A Brightening Outlook
Robert S. Reichard, Economics Editor
There's increasing evidence that 2012 may turn out to be better than first anticipated. Family debt
is down significantly from peaks of three years ago, in dollar terms and as a percentage of gross
domestic product (GDP). This is an important change, as a more manageable debt level gives
households more to spend on apparel, home furnishings and other goods. Higher weekly pay, up 2.5
percent over the past year, should also help bolster family purchases in coming months. And
relatively weak inflationary pressures aren't enough to force consumer buying pullback or prevent
the Fed from pursuing its low-interest note strategy.
Still another economic fillip comes from extensions of last year's payroll tax holiday, which gives the average family about $1,000 a year, and more assistance to the long-term unemployed. The fact that the nation's biggest banks have agreed to provide relief to nearly two million current and former homeowners hurt by the housing fiasco should also help.
It now appears that 2012 GDP gains should top the earlier projected 2-percent rate. A new Wall Street Journal poll of 49 leading economists calls for a 2.5-percent advance, and some respondents put the increase at close to 3 percent. And, these same people think the economy is more likely to beat expectations than fall short. These projections also suggest that two million jobs will be added to the economy over the year. That should be enough to drop the jobless rate to under 8 percent by December — and to 7 to 7.5 percent by late 2013.
The Changing Import Picture
The flattening out of textile and apparel shipments from abroad also has to be regarded as a major plus for U.S. producers. Final figures for 2011 show U.S. imports of these products down more than 3 percent from a year ago in real or square-meters-equivalent terms. Moreover, the falloff seems to be intensifying, with November/December off by 7.5 percent. Much of the decline can be traced back to China, where bargains are becoming a lot harder to come by. Part of this is due to a rising Chinese yuan, up 40 percent on an inflation-adjusted basis since 2009. And most financial analysts see some additional creep-up this year, though it's likely to be in the 2- to 4-percent range. Nor are exchange rate shifts the only factor behind the recent import slowdown.

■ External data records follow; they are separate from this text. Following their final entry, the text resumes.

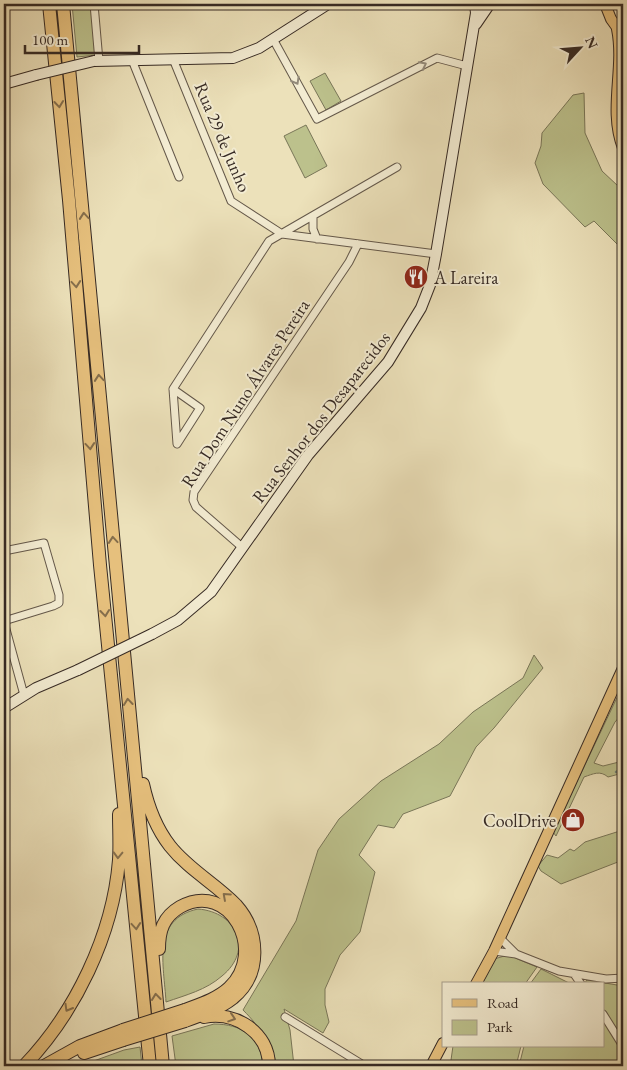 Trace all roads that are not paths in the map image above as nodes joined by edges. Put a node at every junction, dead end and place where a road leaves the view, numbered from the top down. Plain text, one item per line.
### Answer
1 (49, 4) edge
2 (64, 4) edge
3 (94, 4) edge
4 (328, 4) edge
5 (475, 4) edge
6 (487, 4) edge
7 (604, 5) edge
8 (312, 7) edge
9 (472, 31) junction
10 (620, 32) edge
11 (273, 39) junction
12 (173, 59) junction
13 (132, 60) junction
14 (97, 61) junction
15 (467, 66) junction
16 (623, 82) edge
17 (4, 84) edge
18 (616, 100) junction
19 (623, 148) edge
20 (397, 167) dead end
21 (179, 178) dead end
22 (313, 216) junction
23 (282, 234) junction
24 (317, 239) junction
25 (358, 244) junction
26 (436, 254) junction
27 (173, 389) junction
28 (243, 548) junction
29 (4, 551) edge
30 (4, 621) edge
31 (623, 668) edge
32 (620, 679) edge
33 (24, 695) junction
34 (4, 708) edge
35 (133, 750) junction
36 (124, 790) junction
37 (500, 938) junction
38 (494, 952) junction
39 (516, 954) junction
40 (153, 969) junction
41 (574, 974) junction
42 (623, 978) edge
43 (477, 982) edge
44 (580, 982) edge
45 (185, 1015) junction
46 (604, 1016) edge
47 (285, 1017) dead end
48 (123, 1035) junction
49 (442, 1045) edge
50 (623, 1046) edge
51 (164, 1064) edge
52 (24, 1066) edge
53 (44, 1066) edge
54 (57, 1066) edge
55 (150, 1066) edge
56 (269, 1066) edge
57 (365, 1066) edge
58 (431, 1066) edge

1 -> 36 highway
35 -> 2 highway
3 - 14 street
4 - 8 street
5 - 9 street, Rua Senhor dos Desaparecidos
6 - 9 street, Rua Senhor dos Desaparecidos
7 - 10 main road
8 - 11 street
9 - 15 street, Rua Senhor dos Desaparecidos
10 - 18 main road
11 - 12 street
11 -> 15 street
12 - 13 street
12 - 23 street, Rua 29 de Junho
13 - 14 street
13 - 21 street
14 - 17 street, bridge
15 - 26 street, Rua Senhor dos Desaparecidos
16 - 18 main road
18 - 19 main road
20 - 22 street
22 - 23 street
22 - 24 street
23 - 24 street
23 - 27 street
24 - 25 street
25 - 26 street
25 - 28 street, Rua Dom Nuno Álvares Pereira
26 - 28 street, Rua Senhor dos Desaparecidos
27 - 27 street
28 - 33 street, Rua Senhor dos Desaparecidos, bridge
29 - 30 street
30 - 33 street
31 - 32 main road
32 - 37 main road
33 - 34 street, Rua Senhor dos Desaparecidos
35 - 40 highway
45 -> 35 highway
36 -> 52 highway
36 -> 55 highway
37 - 38 main road
37 - 39 street
38 - 39 street
38 - 43 main road
39 - 41 street
40 - 45 highway
51 -> 40 highway
41 - 42 street
41 - 44 street
45 - 48 highway, bridge
45 -> 56 highway
46 - 50 street
47 - 57 street
48 - 53 highway
48 - 54 highway
49 - 58 main road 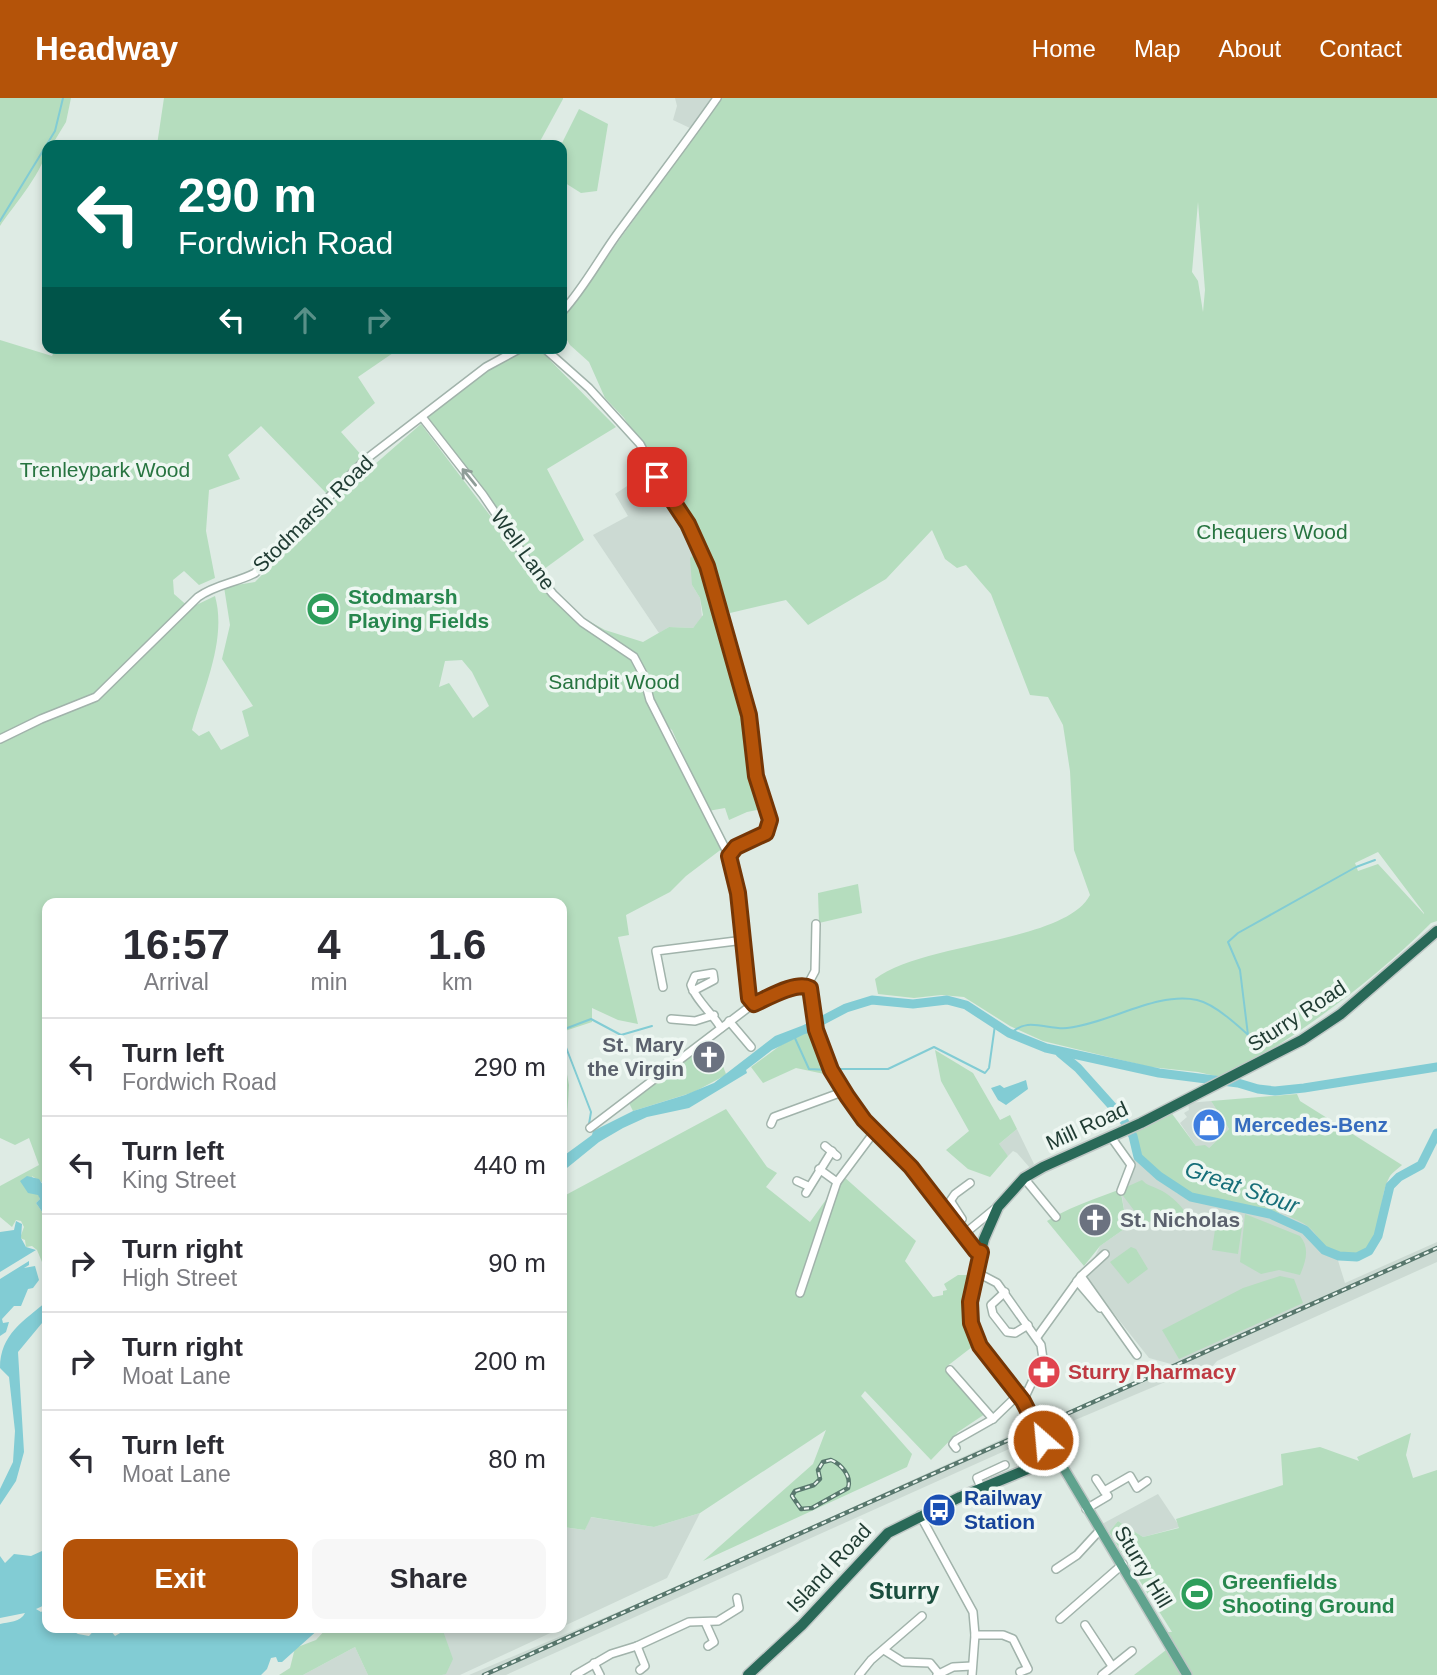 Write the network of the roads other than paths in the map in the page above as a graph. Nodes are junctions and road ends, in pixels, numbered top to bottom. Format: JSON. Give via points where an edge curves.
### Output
{"nodes":[{"id":1,"x":717,"y":98,"type":"edge"},
{"id":2,"x":567,"y":306,"type":"edge"},
{"id":3,"x":510,"y":354,"type":"edge"},
{"id":4,"x":551,"y":354,"type":"edge"},
{"id":5,"x":422,"y":417,"type":"junction"},
{"id":6,"x":0,"y":739,"type":"edge"},
{"id":7,"x":729,"y":856,"type":"junction"},
{"id":8,"x":816,"y":924,"type":"dead end"},
{"id":9,"x":1437,"y":931,"type":"edge"},
{"id":10,"x":744,"y":940,"type":"junction"},
{"id":11,"x":807,"y":986,"type":"junction"},
{"id":12,"x":663,"y":987,"type":"dead end"},
{"id":13,"x":693,"y":991,"type":"dead end"},
{"id":14,"x":752,"y":1004,"type":"junction"},
{"id":15,"x":714,"y":1015,"type":"junction"},
{"id":16,"x":671,"y":1019,"type":"dead end"},
{"id":17,"x":729,"y":1021,"type":"junction"},
{"id":18,"x":720,"y":1030,"type":"junction"},
{"id":19,"x":751,"y":1047,"type":"dead end"},
{"id":20,"x":845,"y":1091,"type":"junction"},
{"id":21,"x":1201,"y":1093,"type":"joint"},
{"id":22,"x":771,"y":1124,"type":"dead end"},
{"id":23,"x":590,"y":1128,"type":"dead end"},
{"id":24,"x":875,"y":1130,"type":"junction"},
{"id":25,"x":1114,"y":1136,"type":"junction"},
{"id":26,"x":831,"y":1151,"type":"dead end"},
{"id":27,"x":819,"y":1169,"type":"junction"},
{"id":28,"x":1024,"y":1178,"type":"junction"},
{"id":29,"x":797,"y":1181,"type":"dead end"},
{"id":30,"x":837,"y":1182,"type":"junction"},
{"id":31,"x":970,"y":1183,"type":"dead end"},
{"id":32,"x":1121,"y":1191,"type":"dead end"},
{"id":33,"x":951,"y":1202,"type":"junction"},
{"id":34,"x":998,"y":1207,"type":"junction"},
{"id":35,"x":944,"y":1210,"type":"junction"},
{"id":36,"x":1056,"y":1217,"type":"dead end"},
{"id":37,"x":962,"y":1219,"type":"dead end"},
{"id":38,"x":963,"y":1235,"type":"junction"},
{"id":39,"x":981,"y":1252,"type":"junction"},
{"id":40,"x":1105,"y":1254,"type":"dead end"},
{"id":41,"x":976,"y":1272,"type":"junction"},
{"id":42,"x":1079,"y":1278,"type":"junction"},
{"id":43,"x":1005,"y":1292,"type":"junction"},
{"id":44,"x":800,"y":1293,"type":"dead end"},
{"id":45,"x":1028,"y":1325,"type":"junction"},
{"id":46,"x":1037,"y":1336,"type":"junction"},
{"id":47,"x":1137,"y":1355,"type":"dead end"},
{"id":48,"x":950,"y":1370,"type":"dead end"},
{"id":49,"x":1021,"y":1397,"type":"junction"},
{"id":50,"x":990,"y":1420,"type":"junction"},
{"id":51,"x":956,"y":1448,"type":"dead end"},
{"id":52,"x":1044,"y":1455,"type":"junction"},
{"id":53,"x":1005,"y":1465,"type":"dead end"},
{"id":54,"x":1096,"y":1479,"type":"dead end"},
{"id":55,"x":1147,"y":1480,"type":"dead end"},
{"id":56,"x":981,"y":1487,"type":"junction"},
{"id":57,"x":1108,"y":1497,"type":"junction"},
{"id":58,"x":1086,"y":1508,"type":"junction"},
{"id":59,"x":920,"y":1515,"type":"junction"},
{"id":60,"x":1100,"y":1530,"type":"junction"},
{"id":61,"x":1123,"y":1564,"type":"junction"},
{"id":62,"x":1056,"y":1569,"type":"dead end"},
{"id":63,"x":737,"y":1598,"type":"dead end"},
{"id":64,"x":922,"y":1616,"type":"dead end"},
{"id":65,"x":1060,"y":1619,"type":"dead end"},
{"id":66,"x":705,"y":1622,"type":"junction"},
{"id":67,"x":1085,"y":1625,"type":"dead end"},
{"id":68,"x":975,"y":1635,"type":"junction"},
{"id":69,"x":637,"y":1646,"type":"junction"},
{"id":70,"x":708,"y":1646,"type":"dead end"},
{"id":71,"x":884,"y":1650,"type":"junction"},
{"id":72,"x":1132,"y":1651,"type":"dead end"},
{"id":73,"x":594,"y":1663,"type":"junction"},
{"id":74,"x":1112,"y":1665,"type":"junction"},
{"id":75,"x":972,"y":1666,"type":"junction"},
{"id":76,"x":640,"y":1670,"type":"dead end"},
{"id":77,"x":1020,"y":1671,"type":"dead end"},
{"id":78,"x":938,"y":1674,"type":"edge"},
{"id":79,"x":575,"y":1675,"type":"edge"},
{"id":80,"x":600,"y":1675,"type":"edge"},
{"id":81,"x":748,"y":1675,"type":"edge"},
{"id":82,"x":859,"y":1675,"type":"edge"},
{"id":83,"x":972,"y":1675,"type":"edge"},
{"id":84,"x":1102,"y":1675,"type":"edge"},
{"id":85,"x":1187,"y":1675,"type":"edge"}],
"edges":[{"from":1,"to":2,"type":"street"},
{"from":3,"to":5,"type":"street","name":"Stodmarsh Road"},
{"from":4,"to":7,"type":"street","via":[[589,388],[639,444],[688,524],[707,566],[749,715],[756,776],[770,820],[766,833],[736,847]]},
{"from":5,"to":6,"type":"street","name":"Stodmarsh Road","via":[[365,460],[255,573],[212,587],[198,597],[96,696]]},
{"from":7,"to":5,"type":"street","name":"Well Lane","one_way":true,"via":[[650,700],[634,657],[583,622],[536,573]]},
{"from":7,"to":10,"type":"street","name":"Well Lane"},
{"from":8,"to":11,"type":"street","via":[[816,971]]},
{"from":9,"to":21,"type":"highway","name":"Sturry Road","via":[[1341,1014]]},
{"from":10,"to":12,"type":"street","via":[[656,951]]},
{"from":10,"to":14,"type":"street","name":"Well Lane"},
{"from":11,"to":14,"type":"street"},
{"from":11,"to":20,"type":"street","via":[[814,1026],[831,1070]]},
{"from":13,"to":15,"type":"street"},
{"from":14,"to":17,"type":"street"},
{"from":15,"to":16,"type":"street","via":[[695,1021]]},
{"from":15,"to":18,"type":"street"},
{"from":17,"to":18,"type":"street"},
{"from":17,"to":19,"type":"street"},
{"from":18,"to":23,"type":"street"},
{"from":20,"to":22,"type":"street","via":[[800,1105],[774,1117]]},
{"from":20,"to":24,"type":"street"},
{"from":21,"to":25,"type":"highway","name":"Mill Road"},
{"from":24,"to":30,"type":"street"},
{"from":24,"to":35,"type":"street"},
{"from":25,"to":28,"type":"highway","name":"Mill Road"},
{"from":25,"to":32,"type":"street","via":[[1131,1165]]},
{"from":26,"to":27,"type":"street"},
{"from":27,"to":29,"type":"street","via":[[807,1190]]},
{"from":27,"to":30,"type":"street"},
{"from":28,"to":34,"type":"highway","name":"Mill Road"},
{"from":28,"to":36,"type":"street"},
{"from":30,"to":44,"type":"street"},
{"from":31,"to":33,"type":"street"},
{"from":33,"to":35,"type":"street"},
{"from":33,"to":37,"type":"street"},
{"from":34,"to":38,"type":"street"},
{"from":34,"to":39,"type":"highway"},
{"from":35,"to":38,"type":"street"},
{"from":38,"to":39,"type":"street"},
{"from":39,"to":41,"type":"highway"},
{"from":40,"to":42,"type":"street"},
{"from":41,"to":43,"type":"street","via":[[993,1278]]},
{"from":41,"to":49,"type":"highway","via":[[969,1311],[975,1335]]},
{"from":42,"to":46,"type":"street"},
{"from":42,"to":47,"type":"street"},
{"from":43,"to":45,"type":"street"},
{"from":43,"to":45,"type":"street","via":[[990,1305],[993,1314],[1012,1334]]},
{"from":45,"to":46,"type":"street"},
{"from":46,"to":49,"type":"street","via":[[1043,1359]]},
{"from":48,"to":50,"type":"street","via":[[980,1400]]},
{"from":49,"to":50,"type":"street"},
{"from":49,"to":52,"type":"highway","via":[[1049,1444]]},
{"from":50,"to":51,"type":"street","via":[[956,1440]]},
{"from":52,"to":56,"type":"highway","name":"Island Road"},
{"from":52,"to":58,"type":"main road","name":"Sturry Hill","via":[[1063,1467]]},
{"from":53,"to":56,"type":"street","via":[[977,1478]]},
{"from":54,"to":57,"type":"street"},
{"from":55,"to":57,"type":"street","via":[[1137,1488],[1130,1476]]},
{"from":56,"to":59,"type":"highway","name":"Island Road"},
{"from":57,"to":58,"type":"street"},
{"from":58,"to":60,"type":"main road","name":"Sturry Hill"},
{"from":59,"to":68,"type":"street","via":[[967,1598]]},
{"from":59,"to":81,"type":"highway","name":"Island Road","via":[[880,1540],[802,1626]]},
{"from":60,"to":61,"type":"main road","name":"Sturry Hill"},
{"from":60,"to":62,"type":"street"},
{"from":61,"to":65,"type":"street"},
{"from":61,"to":85,"type":"main road","name":"Sturry Hill"},
{"from":63,"to":66,"type":"street","via":[[739,1608],[718,1621]]},
{"from":64,"to":71,"type":"street"},
{"from":66,"to":69,"type":"street","via":[[689,1622]]},
{"from":66,"to":70,"type":"street","via":[[714,1642]]},
{"from":67,"to":74,"type":"street","via":[[1092,1643]]},
{"from":68,"to":75,"type":"street"},
{"from":68,"to":77,"type":"street","via":[[1013,1639],[1028,1669]]},
{"from":69,"to":73,"type":"street"},
{"from":69,"to":76,"type":"street","via":[[645,1666]]},
{"from":71,"to":78,"type":"street","via":[[903,1662],[926,1659]]},
{"from":71,"to":82,"type":"street"},
{"from":72,"to":74,"type":"street"},
{"from":73,"to":79,"type":"street"},
{"from":73,"to":80,"type":"street"},
{"from":74,"to":84,"type":"street"},
{"from":75,"to":78,"type":"street"},
{"from":75,"to":83,"type":"street"}]}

Domestic buyers have faced some serious supply chain problems in recent years. This was certainly true during the recent business downturn, when demand tumbled, leaving some U.S. firms with heavy inventories on slow boats from the Far East. Equally disturbing are global delivery interruptions stemming from such natural disasters as last year's tsunami in Japan and flooding in Thailand. To be sure, all of the problems noted above are not going to bring back the United States' old share of global textile and apparel markets, but they do suggest that import penetration of these products has pretty much run its course.
More Government Assistance
New Washington developments also should further improve the United States' overall import situation. In large part, they're prompted by election year pressures, as both parties try to avoid being painted as weak on China. The Obama administration, for example, has announced plans to create a task force to monitor Beijing for possible trade and other commercial violations.
Also encouraging is a White House "insourcing" plan to bring jobs back to America. Steps being contemplated include: cutting taxes for firms producing goods in the United States; taking away tax breaks from businesses that move jobs offshore; providing a tax deduction for makers of high-tech goods; expanding worker training programs; and closing loopholes that allow firms to shift profits abroad. Actually, these proposals aren't too different from policies pursued by many U.S. competitors. Countries like Germany, Japan and China already offer large tax breaks and financial support to their domestic industries. Also, even without any new U.S. moves, there are indications of an improving trade climate. A recent survey by MFG.com, a site connecting manufactures with suppliers, finds one in five firms are already bringing production back from a low-cost country — up from one in 10 two years ago. And if some reports are true, this trend is even spilling over into the textile/apparel sector. In short, the U.S. trade situation isn't nearly as bleak as it was a year or two ago.